Task instructions »
Show every line of the records below that contains the word "Silveira".

Source information »
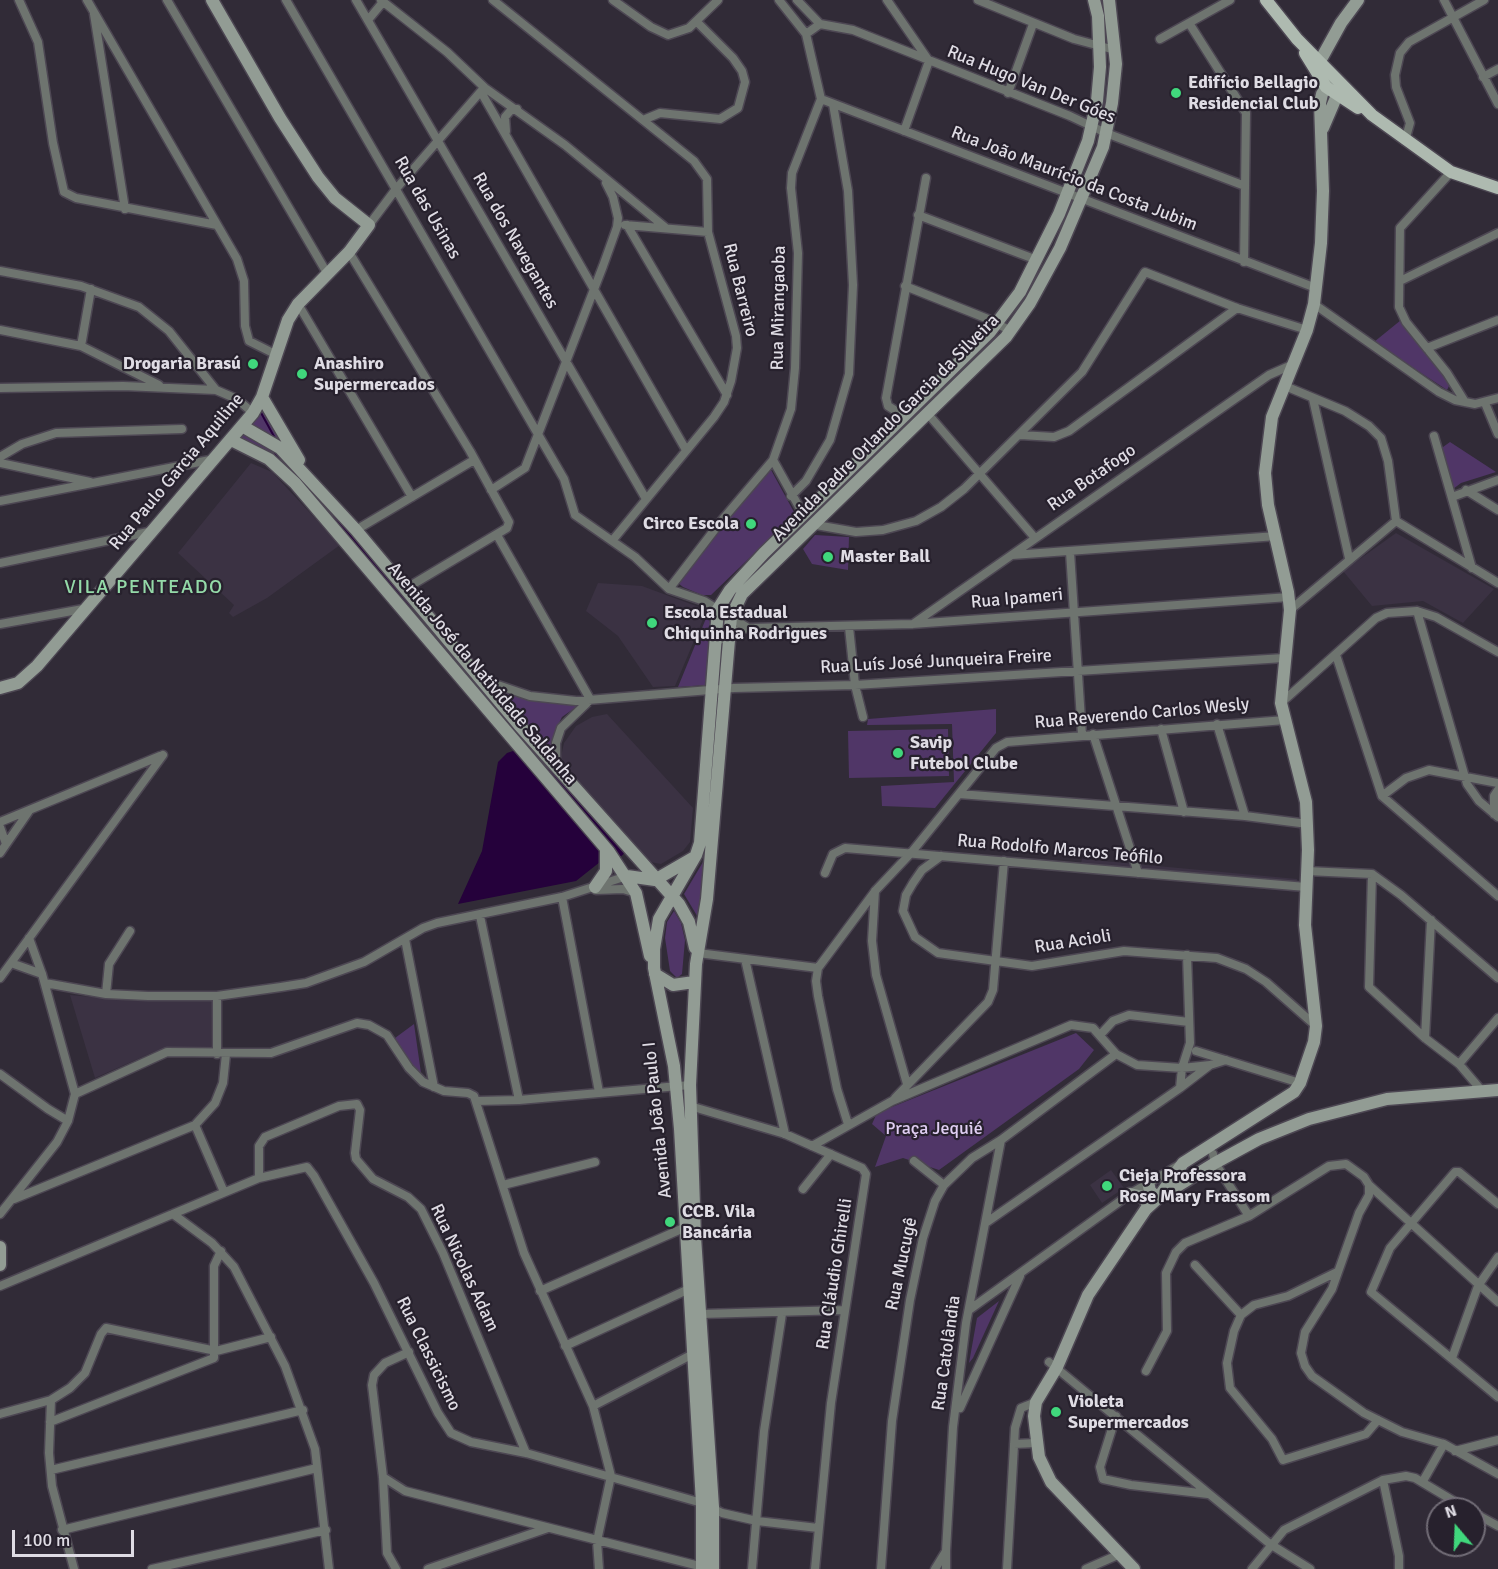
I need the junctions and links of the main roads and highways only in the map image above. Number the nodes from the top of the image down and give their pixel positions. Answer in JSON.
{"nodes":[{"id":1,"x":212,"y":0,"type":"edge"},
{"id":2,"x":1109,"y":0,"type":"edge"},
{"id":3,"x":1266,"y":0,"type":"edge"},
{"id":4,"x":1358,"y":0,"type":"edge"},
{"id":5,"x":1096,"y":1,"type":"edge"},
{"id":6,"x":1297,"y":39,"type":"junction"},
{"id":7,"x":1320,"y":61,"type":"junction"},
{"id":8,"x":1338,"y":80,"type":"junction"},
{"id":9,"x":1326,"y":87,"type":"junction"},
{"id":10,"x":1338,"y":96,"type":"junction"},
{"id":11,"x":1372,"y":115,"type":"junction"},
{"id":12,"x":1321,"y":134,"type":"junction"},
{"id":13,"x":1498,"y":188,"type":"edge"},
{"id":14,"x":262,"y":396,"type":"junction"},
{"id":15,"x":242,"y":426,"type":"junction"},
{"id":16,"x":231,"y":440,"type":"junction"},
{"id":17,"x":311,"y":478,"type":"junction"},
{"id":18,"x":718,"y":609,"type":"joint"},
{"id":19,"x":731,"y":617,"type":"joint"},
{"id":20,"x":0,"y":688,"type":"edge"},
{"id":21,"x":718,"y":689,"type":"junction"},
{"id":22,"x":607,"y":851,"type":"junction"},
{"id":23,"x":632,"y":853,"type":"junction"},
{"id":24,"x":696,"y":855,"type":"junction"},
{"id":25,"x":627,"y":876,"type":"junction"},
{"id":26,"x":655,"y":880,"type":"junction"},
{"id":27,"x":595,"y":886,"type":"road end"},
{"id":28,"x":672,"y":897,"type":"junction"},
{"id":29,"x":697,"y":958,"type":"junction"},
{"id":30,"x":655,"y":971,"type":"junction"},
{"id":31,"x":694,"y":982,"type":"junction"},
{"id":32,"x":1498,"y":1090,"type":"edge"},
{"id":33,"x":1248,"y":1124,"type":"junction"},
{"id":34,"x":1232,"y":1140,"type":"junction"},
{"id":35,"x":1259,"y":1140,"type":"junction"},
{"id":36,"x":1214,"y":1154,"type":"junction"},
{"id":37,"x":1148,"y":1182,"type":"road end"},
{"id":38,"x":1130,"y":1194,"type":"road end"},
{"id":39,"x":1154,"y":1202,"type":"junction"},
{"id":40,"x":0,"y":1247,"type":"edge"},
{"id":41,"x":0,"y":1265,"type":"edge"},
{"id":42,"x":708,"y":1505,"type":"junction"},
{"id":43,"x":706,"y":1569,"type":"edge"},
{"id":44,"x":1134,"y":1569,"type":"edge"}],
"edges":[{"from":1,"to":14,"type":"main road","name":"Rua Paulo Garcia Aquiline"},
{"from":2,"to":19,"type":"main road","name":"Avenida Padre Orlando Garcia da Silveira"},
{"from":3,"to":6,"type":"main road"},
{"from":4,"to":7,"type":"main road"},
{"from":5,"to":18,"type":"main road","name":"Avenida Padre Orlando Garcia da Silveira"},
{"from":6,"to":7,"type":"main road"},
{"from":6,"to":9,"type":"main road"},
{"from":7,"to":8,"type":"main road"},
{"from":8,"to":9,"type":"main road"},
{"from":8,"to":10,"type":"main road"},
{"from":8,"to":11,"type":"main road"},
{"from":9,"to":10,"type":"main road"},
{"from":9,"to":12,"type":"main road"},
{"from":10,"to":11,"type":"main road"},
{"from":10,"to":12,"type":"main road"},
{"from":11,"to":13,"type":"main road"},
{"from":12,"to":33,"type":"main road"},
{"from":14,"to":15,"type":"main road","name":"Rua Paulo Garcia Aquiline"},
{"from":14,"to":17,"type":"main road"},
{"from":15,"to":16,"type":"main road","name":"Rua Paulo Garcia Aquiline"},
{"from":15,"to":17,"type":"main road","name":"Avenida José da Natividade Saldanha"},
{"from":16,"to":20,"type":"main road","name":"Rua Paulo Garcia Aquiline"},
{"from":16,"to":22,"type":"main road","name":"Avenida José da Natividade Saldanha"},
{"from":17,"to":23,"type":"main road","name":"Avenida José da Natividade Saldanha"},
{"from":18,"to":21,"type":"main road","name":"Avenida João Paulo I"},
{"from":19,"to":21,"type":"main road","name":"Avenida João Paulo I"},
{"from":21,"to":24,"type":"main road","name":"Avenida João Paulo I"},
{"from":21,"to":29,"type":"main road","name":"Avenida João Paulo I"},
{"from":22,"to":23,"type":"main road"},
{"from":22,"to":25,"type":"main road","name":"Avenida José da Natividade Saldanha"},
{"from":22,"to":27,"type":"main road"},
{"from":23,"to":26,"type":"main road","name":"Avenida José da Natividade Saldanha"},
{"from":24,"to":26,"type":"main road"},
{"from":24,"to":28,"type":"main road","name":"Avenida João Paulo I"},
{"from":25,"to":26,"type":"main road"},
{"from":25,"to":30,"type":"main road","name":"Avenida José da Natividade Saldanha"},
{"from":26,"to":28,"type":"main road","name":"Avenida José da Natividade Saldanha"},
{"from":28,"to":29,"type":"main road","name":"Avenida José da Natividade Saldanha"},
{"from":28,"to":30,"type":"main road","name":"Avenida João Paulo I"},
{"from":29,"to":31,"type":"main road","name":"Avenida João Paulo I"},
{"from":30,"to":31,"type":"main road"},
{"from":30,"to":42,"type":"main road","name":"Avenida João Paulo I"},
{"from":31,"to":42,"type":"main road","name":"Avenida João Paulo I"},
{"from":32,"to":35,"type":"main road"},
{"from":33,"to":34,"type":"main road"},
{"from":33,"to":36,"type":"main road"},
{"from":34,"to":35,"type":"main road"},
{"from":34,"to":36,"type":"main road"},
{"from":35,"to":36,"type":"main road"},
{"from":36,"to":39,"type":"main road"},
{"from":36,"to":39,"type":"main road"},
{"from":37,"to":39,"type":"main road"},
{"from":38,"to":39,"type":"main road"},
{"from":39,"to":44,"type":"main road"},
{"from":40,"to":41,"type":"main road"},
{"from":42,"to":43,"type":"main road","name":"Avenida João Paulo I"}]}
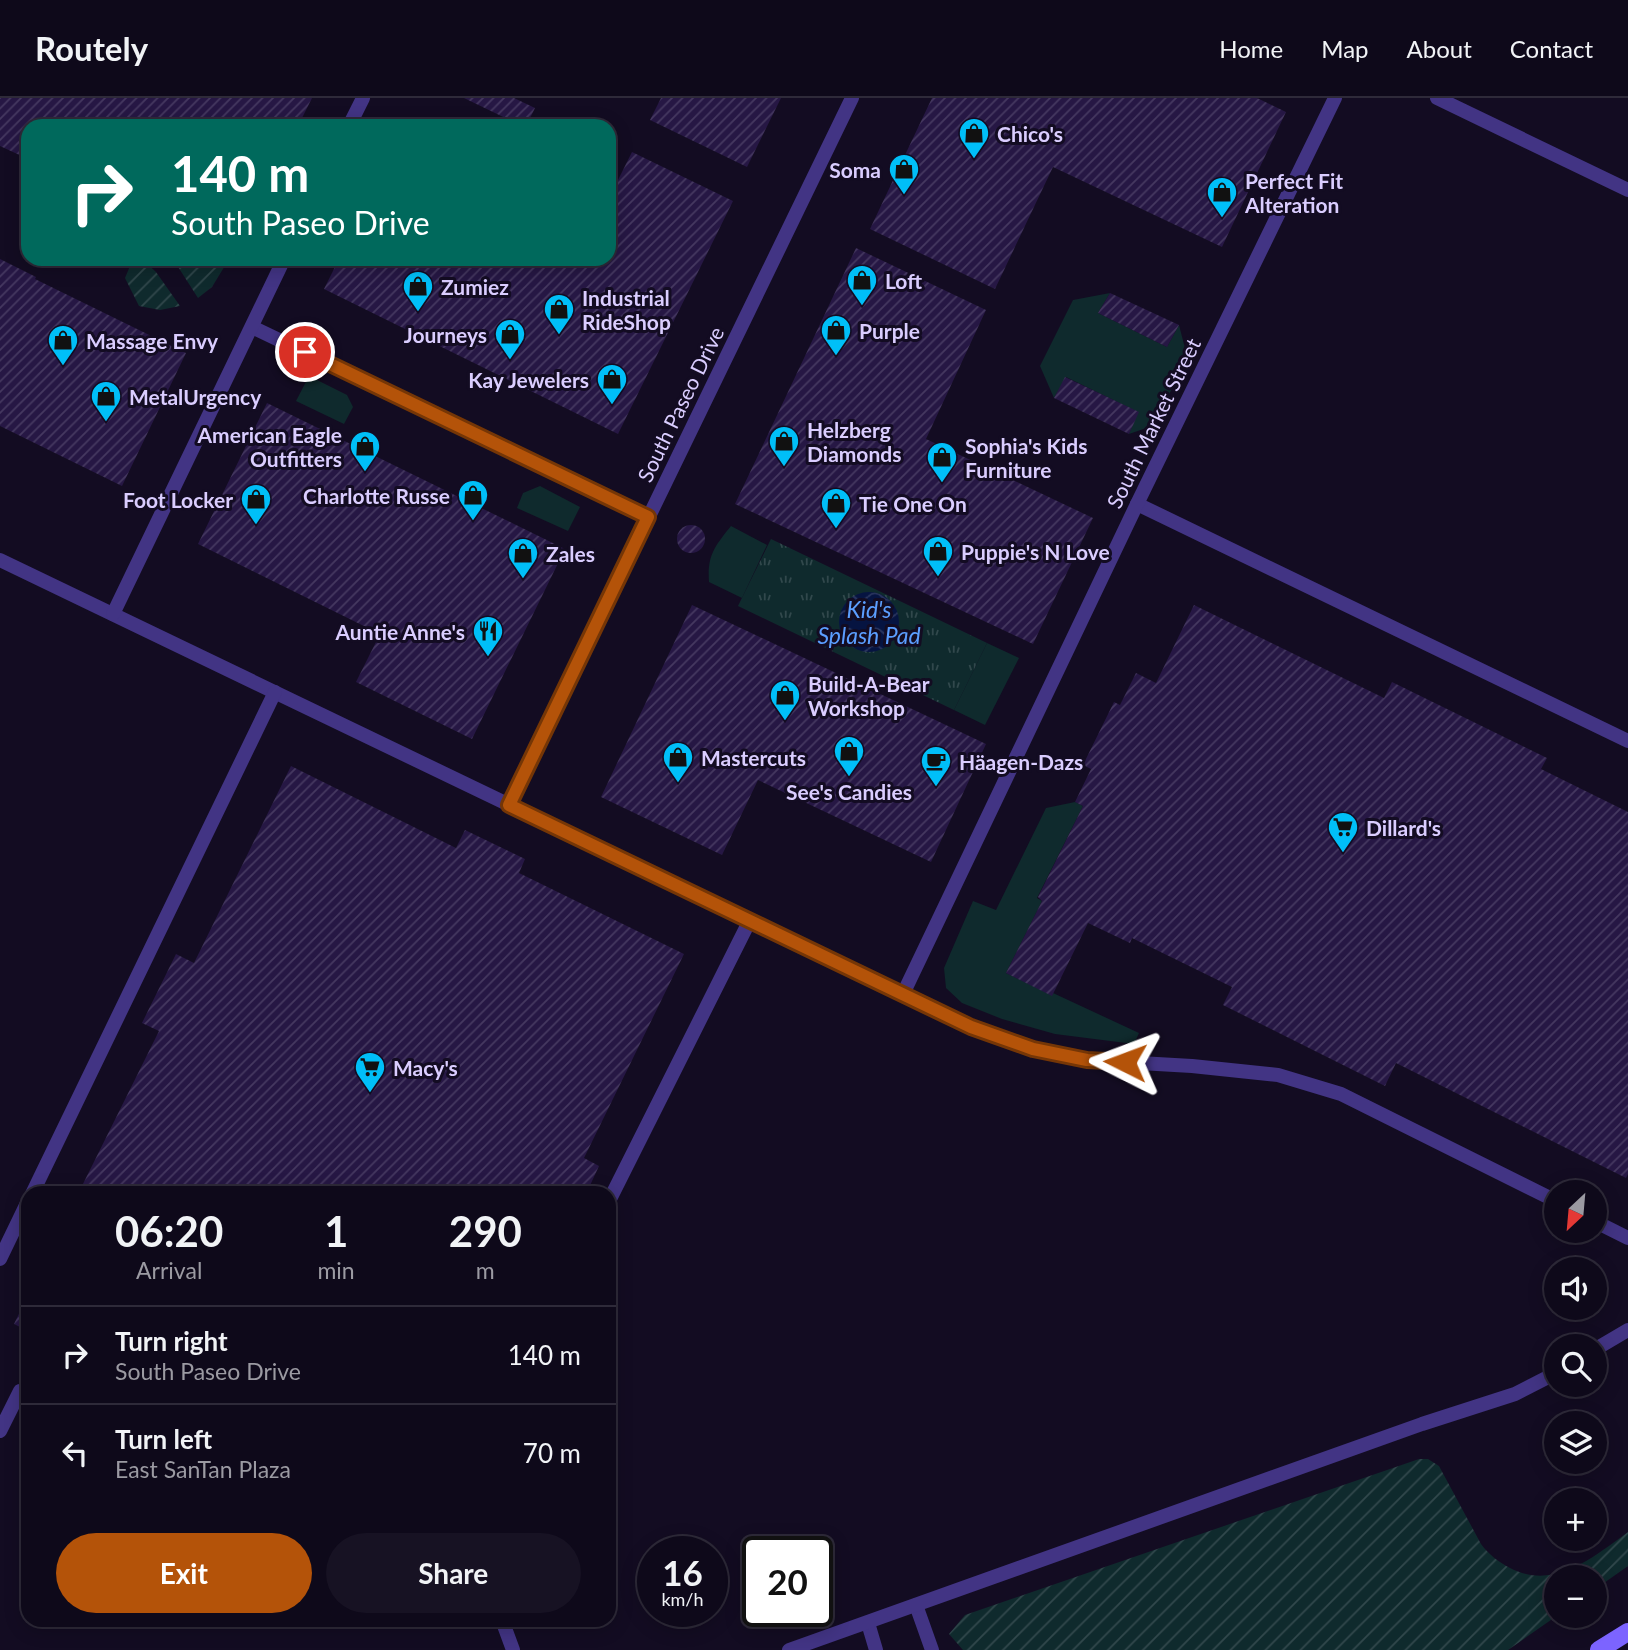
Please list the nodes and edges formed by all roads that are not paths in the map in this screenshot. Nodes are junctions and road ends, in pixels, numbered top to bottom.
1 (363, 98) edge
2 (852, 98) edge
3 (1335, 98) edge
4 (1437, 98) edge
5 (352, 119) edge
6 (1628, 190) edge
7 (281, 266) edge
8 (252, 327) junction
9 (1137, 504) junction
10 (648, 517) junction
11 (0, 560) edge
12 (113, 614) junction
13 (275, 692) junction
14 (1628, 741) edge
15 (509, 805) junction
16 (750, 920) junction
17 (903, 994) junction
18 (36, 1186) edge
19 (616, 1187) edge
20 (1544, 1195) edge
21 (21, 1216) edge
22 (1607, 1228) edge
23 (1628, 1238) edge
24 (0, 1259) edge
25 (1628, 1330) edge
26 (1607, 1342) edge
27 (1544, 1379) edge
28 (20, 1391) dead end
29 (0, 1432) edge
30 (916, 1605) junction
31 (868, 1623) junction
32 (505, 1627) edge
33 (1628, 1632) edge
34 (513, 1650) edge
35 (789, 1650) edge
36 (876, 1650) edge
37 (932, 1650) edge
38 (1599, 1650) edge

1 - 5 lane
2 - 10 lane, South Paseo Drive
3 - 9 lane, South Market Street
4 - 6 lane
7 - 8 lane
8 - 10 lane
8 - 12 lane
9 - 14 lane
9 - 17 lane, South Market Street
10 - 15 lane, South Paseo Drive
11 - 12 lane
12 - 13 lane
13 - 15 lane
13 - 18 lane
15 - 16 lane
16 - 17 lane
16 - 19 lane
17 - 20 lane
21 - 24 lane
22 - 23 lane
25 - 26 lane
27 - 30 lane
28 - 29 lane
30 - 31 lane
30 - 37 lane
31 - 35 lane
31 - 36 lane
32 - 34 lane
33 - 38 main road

Solved exercise »
{"from":2,"to":19,"type":"main road","name":"Avenida Padre Orlando Garcia da Silveira"},
{"from":5,"to":18,"type":"main road","name":"Avenida Padre Orlando Garcia da Silveira"},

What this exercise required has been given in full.